Impersonation warning explained

Why you may see an impersonation warning in your Inbox and how to handle it.

Written By Markus from Featurebase

Last updated About 16 hours ago

Overview

Social engineering is a tactic in which attackers manipulate people into giving up access or sensitive information. In customer support, this can appear as someone pretending to be a legitimate user who is locked out of their account.

This article explains why you may see an impersonation warning and how to handle it.


Why is there a warning on my conversation?

You’ll see a warning on conversations where a lead claims to have the same email address as an existing user in your workspace.

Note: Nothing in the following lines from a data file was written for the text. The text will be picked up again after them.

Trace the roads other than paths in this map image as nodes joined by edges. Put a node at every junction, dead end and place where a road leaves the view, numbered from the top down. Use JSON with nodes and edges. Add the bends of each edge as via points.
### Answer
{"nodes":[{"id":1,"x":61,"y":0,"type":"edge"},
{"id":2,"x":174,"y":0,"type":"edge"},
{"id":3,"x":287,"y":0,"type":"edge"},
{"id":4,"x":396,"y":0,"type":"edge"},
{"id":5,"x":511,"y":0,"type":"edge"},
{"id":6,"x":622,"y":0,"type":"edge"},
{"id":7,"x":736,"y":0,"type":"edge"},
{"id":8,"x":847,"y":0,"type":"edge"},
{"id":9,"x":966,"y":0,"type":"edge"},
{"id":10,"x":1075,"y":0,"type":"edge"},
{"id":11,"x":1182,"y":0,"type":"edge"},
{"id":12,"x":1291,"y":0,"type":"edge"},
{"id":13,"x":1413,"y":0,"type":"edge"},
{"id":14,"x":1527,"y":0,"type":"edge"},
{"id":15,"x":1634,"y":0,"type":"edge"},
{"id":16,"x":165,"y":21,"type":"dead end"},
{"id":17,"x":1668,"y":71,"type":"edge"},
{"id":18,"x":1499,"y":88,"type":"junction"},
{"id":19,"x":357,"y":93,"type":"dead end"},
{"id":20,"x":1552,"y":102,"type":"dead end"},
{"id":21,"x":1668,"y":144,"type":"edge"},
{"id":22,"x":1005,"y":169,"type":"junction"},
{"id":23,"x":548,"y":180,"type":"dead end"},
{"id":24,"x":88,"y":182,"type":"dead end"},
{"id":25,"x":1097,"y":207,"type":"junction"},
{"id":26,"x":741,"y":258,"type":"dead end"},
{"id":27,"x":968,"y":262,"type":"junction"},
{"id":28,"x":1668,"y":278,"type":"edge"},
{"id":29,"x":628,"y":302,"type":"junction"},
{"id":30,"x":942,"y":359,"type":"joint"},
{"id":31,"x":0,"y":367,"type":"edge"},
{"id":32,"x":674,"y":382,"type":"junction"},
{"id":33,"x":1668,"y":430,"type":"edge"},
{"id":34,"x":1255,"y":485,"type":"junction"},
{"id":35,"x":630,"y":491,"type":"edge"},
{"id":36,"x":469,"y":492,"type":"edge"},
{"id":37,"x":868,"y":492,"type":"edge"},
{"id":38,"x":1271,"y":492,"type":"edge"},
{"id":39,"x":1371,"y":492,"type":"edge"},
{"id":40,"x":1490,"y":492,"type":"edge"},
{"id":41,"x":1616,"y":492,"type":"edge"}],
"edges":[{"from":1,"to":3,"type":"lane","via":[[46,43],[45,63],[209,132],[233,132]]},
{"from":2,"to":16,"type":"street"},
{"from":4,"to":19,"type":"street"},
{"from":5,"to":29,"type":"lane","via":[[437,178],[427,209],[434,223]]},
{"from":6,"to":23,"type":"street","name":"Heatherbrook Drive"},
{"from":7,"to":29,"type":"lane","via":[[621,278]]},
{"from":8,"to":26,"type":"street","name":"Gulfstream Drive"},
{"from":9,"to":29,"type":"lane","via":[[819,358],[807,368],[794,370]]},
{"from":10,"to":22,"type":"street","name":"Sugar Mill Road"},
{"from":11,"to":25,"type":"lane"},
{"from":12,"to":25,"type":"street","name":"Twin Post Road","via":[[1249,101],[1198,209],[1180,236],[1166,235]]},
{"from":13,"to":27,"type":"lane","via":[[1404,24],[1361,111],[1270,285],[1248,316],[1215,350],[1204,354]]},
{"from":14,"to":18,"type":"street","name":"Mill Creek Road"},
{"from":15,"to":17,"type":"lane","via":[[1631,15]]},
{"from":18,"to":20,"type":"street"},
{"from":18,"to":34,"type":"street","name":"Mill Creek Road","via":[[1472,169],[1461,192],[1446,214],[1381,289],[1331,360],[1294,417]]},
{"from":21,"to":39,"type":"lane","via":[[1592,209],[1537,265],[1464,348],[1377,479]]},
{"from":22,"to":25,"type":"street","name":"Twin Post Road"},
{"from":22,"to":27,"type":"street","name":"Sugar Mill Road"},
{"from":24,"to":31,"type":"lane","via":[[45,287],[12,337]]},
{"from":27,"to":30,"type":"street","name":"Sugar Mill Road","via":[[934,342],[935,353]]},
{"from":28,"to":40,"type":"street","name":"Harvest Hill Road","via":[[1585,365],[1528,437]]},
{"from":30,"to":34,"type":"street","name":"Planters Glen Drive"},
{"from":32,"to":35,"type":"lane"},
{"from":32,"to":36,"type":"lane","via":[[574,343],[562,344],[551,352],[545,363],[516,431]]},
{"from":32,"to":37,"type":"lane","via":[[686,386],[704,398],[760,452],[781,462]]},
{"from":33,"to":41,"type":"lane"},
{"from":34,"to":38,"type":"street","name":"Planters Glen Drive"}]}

  • A Small exclamation mark appears on each message in the lead’s conversation

  • The Warning indicates that the person may not actually own the email address they provided

These warnings exist to help you avoid trusting an unverified email address entered in Messenger.

Leads and users can appear with the same email address across different devices. If the system automatically trusted the email address alone, it could allow user spoofing or social engineering attempts.

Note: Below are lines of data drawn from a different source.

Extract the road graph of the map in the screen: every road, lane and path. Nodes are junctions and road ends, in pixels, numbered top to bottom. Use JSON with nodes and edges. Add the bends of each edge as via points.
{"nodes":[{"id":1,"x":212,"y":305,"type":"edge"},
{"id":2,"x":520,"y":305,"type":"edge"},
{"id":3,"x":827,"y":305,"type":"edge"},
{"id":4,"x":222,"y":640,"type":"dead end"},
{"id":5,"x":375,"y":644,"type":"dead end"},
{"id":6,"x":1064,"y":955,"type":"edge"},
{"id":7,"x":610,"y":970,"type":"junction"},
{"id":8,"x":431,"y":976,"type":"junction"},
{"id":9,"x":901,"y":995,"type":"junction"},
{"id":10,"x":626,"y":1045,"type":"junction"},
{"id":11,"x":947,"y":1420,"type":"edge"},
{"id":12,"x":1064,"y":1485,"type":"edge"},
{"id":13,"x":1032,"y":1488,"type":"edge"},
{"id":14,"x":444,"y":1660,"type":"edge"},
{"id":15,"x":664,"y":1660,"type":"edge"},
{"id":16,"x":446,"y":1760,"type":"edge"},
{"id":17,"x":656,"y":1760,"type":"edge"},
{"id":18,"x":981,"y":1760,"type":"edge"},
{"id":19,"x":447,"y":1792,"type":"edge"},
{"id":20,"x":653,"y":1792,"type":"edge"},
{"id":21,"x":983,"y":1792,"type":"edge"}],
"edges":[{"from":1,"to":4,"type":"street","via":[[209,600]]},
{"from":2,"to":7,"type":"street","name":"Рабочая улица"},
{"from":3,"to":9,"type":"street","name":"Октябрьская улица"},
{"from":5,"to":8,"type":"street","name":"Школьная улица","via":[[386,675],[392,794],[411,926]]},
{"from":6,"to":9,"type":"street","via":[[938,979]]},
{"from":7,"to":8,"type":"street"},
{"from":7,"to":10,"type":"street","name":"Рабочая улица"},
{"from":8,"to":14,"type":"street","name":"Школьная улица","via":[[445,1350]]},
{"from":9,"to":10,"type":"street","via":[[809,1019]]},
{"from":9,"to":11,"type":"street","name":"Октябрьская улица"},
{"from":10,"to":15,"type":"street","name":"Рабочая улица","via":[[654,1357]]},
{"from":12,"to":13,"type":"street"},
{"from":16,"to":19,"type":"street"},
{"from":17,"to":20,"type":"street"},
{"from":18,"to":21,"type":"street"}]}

You should always verify the identity of the person before sharing sensitive information or making account changes.


How does it work?

If there’s an existing user with the email victim@example.com, and a new lead claims to have that same email, a warning will appear on the lead’s conversation.

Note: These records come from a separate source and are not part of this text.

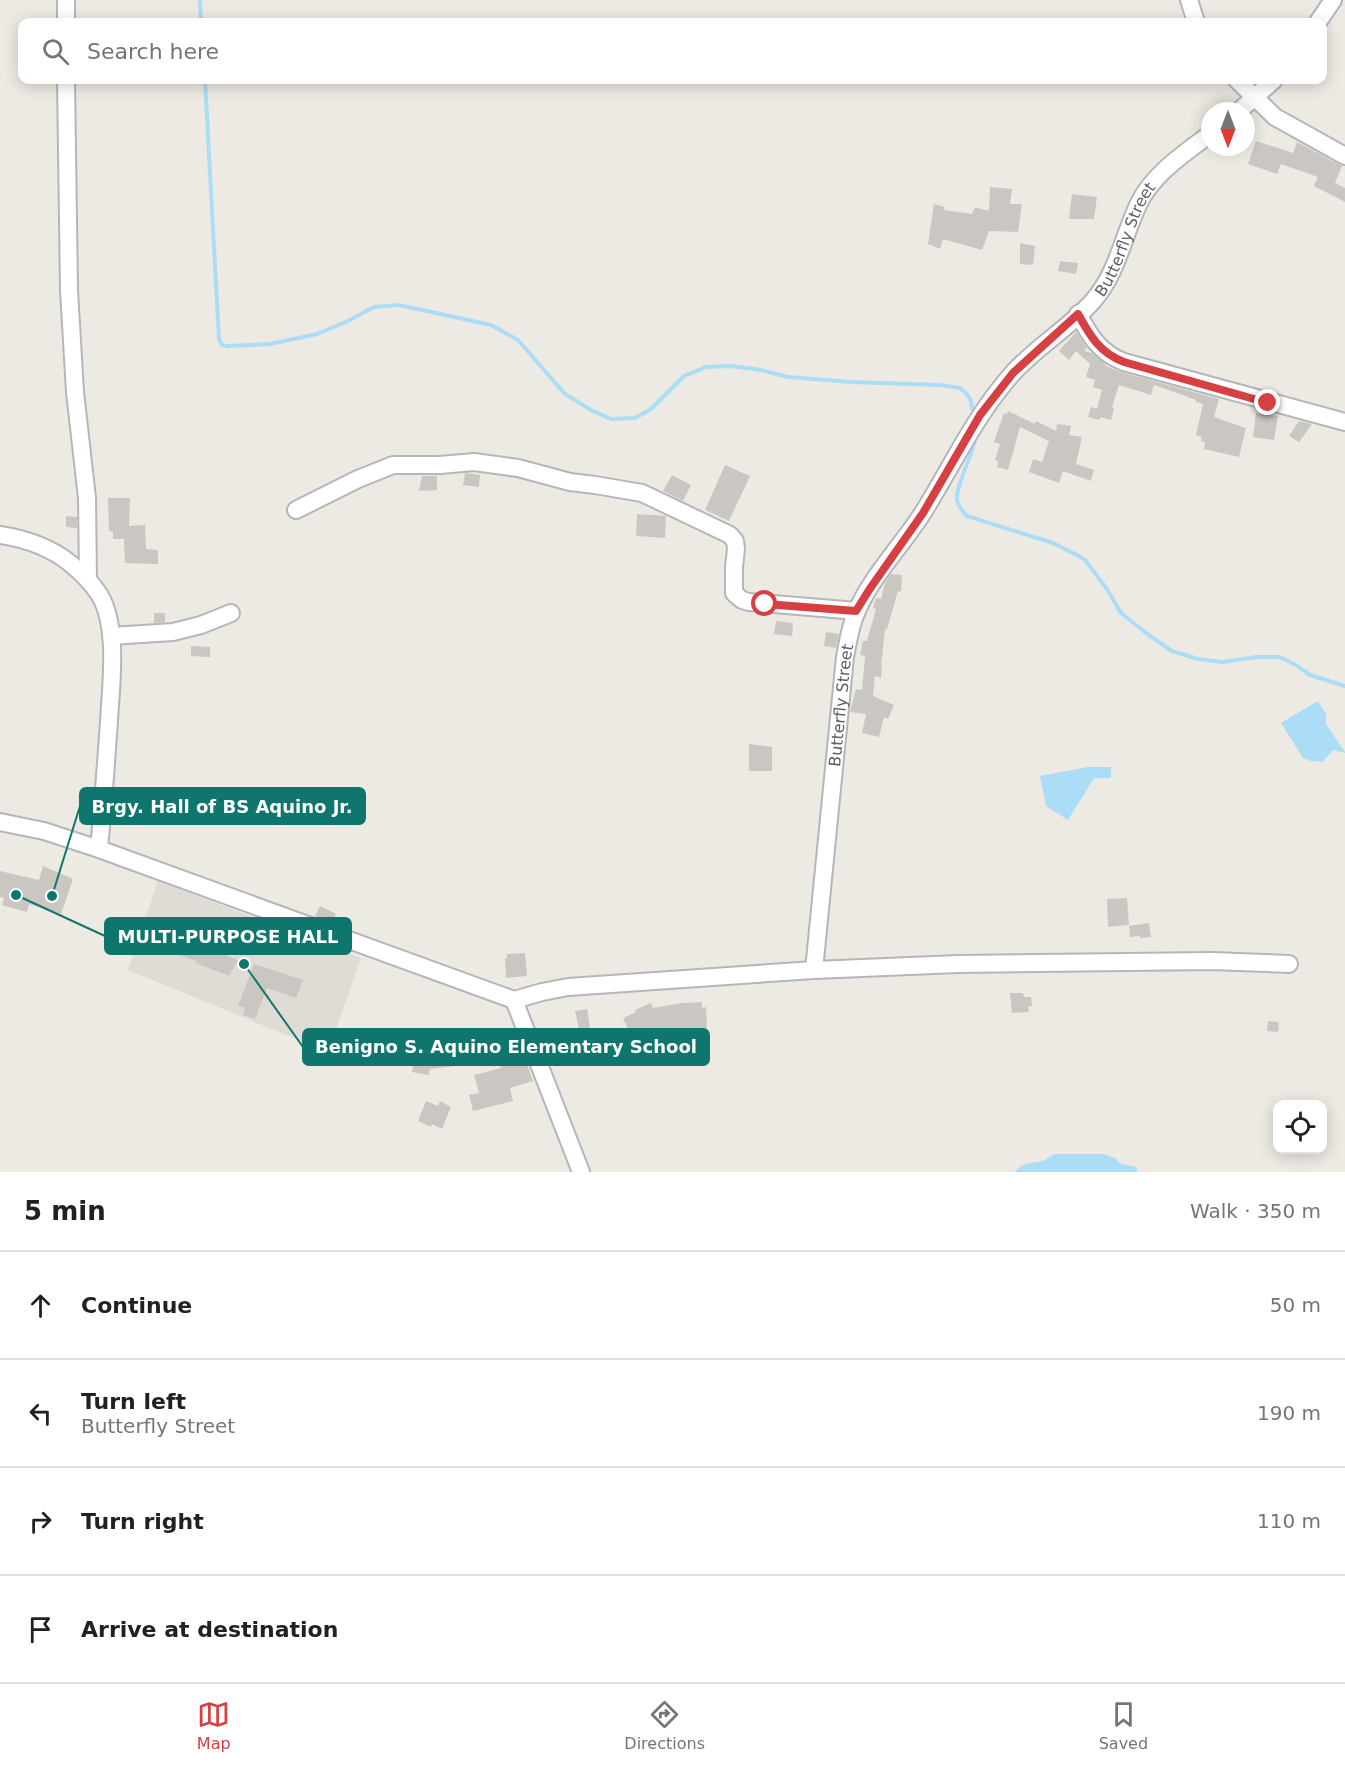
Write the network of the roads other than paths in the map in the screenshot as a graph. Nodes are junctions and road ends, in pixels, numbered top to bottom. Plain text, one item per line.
1 (66, 0) edge
2 (1189, 0) edge
3 (1333, 0) edge
4 (66, 18) edge
5 (1195, 18) edge
6 (1321, 18) edge
7 (66, 84) edge
8 (1241, 84) edge
9 (1270, 84) edge
10 (1255, 98) junction
11 (1250, 102) edge
12 (1201, 141) edge
13 (1345, 156) edge
14 (1078, 314) junction
15 (1345, 422) edge
16 (296, 510) dead end
17 (0, 536) edge
18 (88, 578) junction
19 (856, 611) junction
20 (231, 613) dead end
21 (111, 636) junction
22 (0, 822) edge
23 (99, 849) junction
24 (1289, 964) dead end
25 (814, 969) junction
26 (514, 1000) junction
27 (581, 1172) edge

1 - 4 street
2 - 5 street
3 - 6 street
7 - 18 street
8 - 10 street
9 - 10 street
10 - 11 street
10 - 13 street
12 - 14 street, Butterfly Street
14 - 15 street
14 - 19 street, Butterfly Street
16 - 19 street
17 - 18 street
18 - 21 street
19 - 25 street, Butterfly Street
20 - 21 street
21 - 23 street
22 - 23 street
23 - 26 street
24 - 25 street
25 - 26 street
26 - 27 street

In this example, there is a legitimate user on the workspace called Dan Fox with the email dan.fox@example.com

Legit user example in support inbox, showing Type attribute as "customer".

Later, an unidentified visitor enters dan.fox@example.com in the Messenger and asks for a password reset. Since there is no proof they own the address, a warning appears on the conversation:

This does not automatically mean the person is an attacker. They may simply be logged out or locked out of their account. However, it could also be an impersonation attempt.

Always verify identity before taking action!

Want more protection?

To protect your Messenger from bad actors impersonating your real users, we strongly recommend setting up Messenger Security with JWTs.

In addition to these warnings and Messenger security, you can use workflows to better protect your team against social engineering.